産業保健看護職の専門性とはー必要とされるスキルについてー
2024-08-06

産業保健看護職の専門性とは ―必要とされるスキルについて―

相談員 高清水 幸美 

 「産業保健看護職は何をする人?何ができる人?」自問自答したことはありませんか。私達は、専門職として事業所からどのようなことに期待されているのでしょう。

産業保健看護の定義(2022年4月、日本産業衛生学会 産業保健看護学会)に示されているように、産業保健看護は健康と労働の調和を保つことを目的として、日々、個人・集団・組織に対する支援を行い、その成果(目標の達成)を上げることを期待されています。

目標達成に必要とされるスキルは、私たちの専門性です。日々の業務での問題解決に必要となるスキルについて、私が迷い悩んだ時のよりどころにしている北尾誠英名誉教授の図書「産業看護 問題解決事例演習,日本看護協会出版会,1991」から、産業保健看護のスキルについてご紹介します。

北尾氏は、先駆者たち(三隅二不二著「PM理論」、R.L.カッツ著「管理者の3つのスキル」など)の成果を踏まえ、看護活動を「P=(Performance)」「M=(Maintenance)」「C=(Creation)」の3局面から全体として把握し、それぞれの軸に対応したスキル「T=technical」「H=(human)」「C=(conceptual)」をコアースキルに位置づけました。 以下に整理してお伝えします。

 

テクニカル・スキル

産業保健看護業務の遂行に直接関連した基軸である「P軸」を支えるパワーは、日常の業務を通じて、実務知識と実務経験に裏付けされて技能を積み上げていく。

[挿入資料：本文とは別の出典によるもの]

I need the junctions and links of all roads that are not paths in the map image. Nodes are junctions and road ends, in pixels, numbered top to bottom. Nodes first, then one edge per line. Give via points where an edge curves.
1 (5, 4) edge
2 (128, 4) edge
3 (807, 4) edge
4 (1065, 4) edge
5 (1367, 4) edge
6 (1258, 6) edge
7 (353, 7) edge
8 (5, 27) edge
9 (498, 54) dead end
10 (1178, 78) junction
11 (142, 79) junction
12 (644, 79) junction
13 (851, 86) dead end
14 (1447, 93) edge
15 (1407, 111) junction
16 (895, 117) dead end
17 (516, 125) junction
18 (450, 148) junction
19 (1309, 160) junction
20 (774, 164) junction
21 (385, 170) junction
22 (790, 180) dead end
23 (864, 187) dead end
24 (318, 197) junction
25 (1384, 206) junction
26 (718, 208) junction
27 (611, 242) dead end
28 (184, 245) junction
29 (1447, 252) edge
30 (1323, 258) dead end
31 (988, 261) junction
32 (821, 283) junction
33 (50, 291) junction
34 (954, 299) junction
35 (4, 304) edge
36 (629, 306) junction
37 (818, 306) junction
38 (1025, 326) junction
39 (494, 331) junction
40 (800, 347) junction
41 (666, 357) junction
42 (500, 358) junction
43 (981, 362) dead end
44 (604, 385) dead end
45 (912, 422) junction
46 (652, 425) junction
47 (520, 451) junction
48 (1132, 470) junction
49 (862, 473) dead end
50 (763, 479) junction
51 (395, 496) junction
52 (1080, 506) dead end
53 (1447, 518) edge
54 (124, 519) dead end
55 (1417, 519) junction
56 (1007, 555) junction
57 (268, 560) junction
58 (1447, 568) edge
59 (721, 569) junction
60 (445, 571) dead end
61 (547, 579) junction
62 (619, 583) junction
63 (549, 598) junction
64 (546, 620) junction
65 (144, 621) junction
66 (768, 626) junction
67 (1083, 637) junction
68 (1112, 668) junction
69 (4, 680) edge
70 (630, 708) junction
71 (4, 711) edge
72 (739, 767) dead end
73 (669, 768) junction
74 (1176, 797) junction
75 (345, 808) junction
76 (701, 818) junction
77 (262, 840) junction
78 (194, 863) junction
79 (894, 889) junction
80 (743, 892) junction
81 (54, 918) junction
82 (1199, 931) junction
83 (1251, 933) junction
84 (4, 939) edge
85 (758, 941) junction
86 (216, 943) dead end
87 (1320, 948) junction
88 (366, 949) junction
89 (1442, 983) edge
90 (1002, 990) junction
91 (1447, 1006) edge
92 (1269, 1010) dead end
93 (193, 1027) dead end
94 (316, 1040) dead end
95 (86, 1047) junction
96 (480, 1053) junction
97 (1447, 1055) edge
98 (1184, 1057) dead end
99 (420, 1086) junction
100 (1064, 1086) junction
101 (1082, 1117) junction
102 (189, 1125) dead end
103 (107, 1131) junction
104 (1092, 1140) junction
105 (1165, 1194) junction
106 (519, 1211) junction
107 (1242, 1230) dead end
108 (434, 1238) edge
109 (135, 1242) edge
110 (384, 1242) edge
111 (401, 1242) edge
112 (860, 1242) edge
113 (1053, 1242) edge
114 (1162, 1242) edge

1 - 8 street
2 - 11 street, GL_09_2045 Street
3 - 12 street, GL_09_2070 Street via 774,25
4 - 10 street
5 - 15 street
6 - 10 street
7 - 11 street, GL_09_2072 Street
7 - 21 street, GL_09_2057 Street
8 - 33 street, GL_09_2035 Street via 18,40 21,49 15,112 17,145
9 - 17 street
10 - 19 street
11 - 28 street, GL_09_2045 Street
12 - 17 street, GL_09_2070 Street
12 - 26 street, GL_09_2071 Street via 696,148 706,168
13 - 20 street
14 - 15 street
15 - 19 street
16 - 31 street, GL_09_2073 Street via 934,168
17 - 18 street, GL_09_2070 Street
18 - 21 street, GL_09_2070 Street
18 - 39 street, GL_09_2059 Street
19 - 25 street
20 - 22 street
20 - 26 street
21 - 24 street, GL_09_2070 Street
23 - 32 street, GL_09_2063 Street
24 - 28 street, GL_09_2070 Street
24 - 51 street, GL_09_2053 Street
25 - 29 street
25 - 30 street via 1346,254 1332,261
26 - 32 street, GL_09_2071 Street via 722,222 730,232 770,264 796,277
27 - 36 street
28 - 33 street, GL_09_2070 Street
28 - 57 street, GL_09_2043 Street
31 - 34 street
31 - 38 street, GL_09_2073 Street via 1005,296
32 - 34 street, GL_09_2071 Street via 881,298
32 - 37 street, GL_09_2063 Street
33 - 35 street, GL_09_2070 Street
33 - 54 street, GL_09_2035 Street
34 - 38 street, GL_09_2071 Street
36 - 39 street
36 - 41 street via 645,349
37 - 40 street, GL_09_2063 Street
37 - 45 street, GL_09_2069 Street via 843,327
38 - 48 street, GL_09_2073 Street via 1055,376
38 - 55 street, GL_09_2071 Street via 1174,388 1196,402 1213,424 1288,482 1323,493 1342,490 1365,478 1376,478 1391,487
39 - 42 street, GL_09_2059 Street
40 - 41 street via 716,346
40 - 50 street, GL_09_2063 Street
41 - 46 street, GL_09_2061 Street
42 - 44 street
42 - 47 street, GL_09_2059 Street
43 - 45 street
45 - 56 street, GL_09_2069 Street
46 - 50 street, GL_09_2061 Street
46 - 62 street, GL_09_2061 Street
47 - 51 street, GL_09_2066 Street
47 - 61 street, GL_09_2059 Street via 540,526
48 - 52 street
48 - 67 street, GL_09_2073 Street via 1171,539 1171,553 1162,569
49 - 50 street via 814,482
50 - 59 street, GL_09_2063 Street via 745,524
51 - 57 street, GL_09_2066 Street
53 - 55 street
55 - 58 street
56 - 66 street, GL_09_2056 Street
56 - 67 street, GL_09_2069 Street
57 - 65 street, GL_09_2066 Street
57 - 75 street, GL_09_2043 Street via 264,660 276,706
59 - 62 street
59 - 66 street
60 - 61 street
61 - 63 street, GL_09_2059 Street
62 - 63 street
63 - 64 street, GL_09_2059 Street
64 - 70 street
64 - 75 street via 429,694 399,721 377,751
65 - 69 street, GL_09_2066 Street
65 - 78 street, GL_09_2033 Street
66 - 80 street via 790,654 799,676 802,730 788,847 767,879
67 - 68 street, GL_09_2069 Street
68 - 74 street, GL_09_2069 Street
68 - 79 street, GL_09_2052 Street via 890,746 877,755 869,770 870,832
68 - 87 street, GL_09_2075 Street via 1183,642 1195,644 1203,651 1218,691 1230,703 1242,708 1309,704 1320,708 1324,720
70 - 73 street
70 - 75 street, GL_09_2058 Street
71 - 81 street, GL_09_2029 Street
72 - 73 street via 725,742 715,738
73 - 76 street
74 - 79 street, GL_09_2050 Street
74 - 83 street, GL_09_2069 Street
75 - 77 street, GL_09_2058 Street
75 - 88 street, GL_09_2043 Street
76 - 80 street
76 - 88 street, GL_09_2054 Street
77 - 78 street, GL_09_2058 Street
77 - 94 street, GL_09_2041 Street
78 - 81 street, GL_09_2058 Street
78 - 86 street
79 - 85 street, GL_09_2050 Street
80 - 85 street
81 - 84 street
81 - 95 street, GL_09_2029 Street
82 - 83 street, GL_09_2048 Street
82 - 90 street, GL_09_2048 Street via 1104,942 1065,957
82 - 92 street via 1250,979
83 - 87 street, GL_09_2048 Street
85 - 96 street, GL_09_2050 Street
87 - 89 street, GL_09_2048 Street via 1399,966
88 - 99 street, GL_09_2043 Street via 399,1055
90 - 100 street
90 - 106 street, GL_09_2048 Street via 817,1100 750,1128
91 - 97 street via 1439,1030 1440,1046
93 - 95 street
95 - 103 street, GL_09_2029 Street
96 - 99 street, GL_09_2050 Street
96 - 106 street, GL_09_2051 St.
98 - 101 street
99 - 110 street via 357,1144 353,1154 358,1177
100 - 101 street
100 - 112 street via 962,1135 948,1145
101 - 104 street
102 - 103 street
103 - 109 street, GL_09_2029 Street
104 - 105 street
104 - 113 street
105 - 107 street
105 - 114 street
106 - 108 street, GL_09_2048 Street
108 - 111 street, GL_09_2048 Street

この過程で要求される専門技能である。

ヒューマン・スキル

対人関係や職場集団への適応に関する基軸である「M軸」を支えるパワーは人間に対するスキルである。

コンセプチュアル・スキル

「P軸」や「M軸」との統合、部外者や他職種との連携、変化の先取りなど、産業保健看護職をとりまく環境に創造的に働きかける局面が「C軸」であり、これを支えるパワーが「コンセプチュアル・スキル」である。物事の本質を洞察し、概念化することによって、職場の統合と革新を促進する原動力(問題解決能力)で、リーダーシップの発揮といってもよい。

 

このように、私達が行う日々の業務は、PMCスキルが要求されてきます。例えば「保健指導」は、テクニカル・スキルとヒューマン・スキルで行いますが、実施にあたっては、保健指導の必要性や就業時間内で行う事についての合意など、職場や組織の理解が必要となってきます。また、個別対応から問題解決に向けた連携・調整など、産業医や人事労務担当者、職場の管理監督者などの協力が得られ協働できるような働きかけが必要となりコンセプチュアル・スキルが要求されます。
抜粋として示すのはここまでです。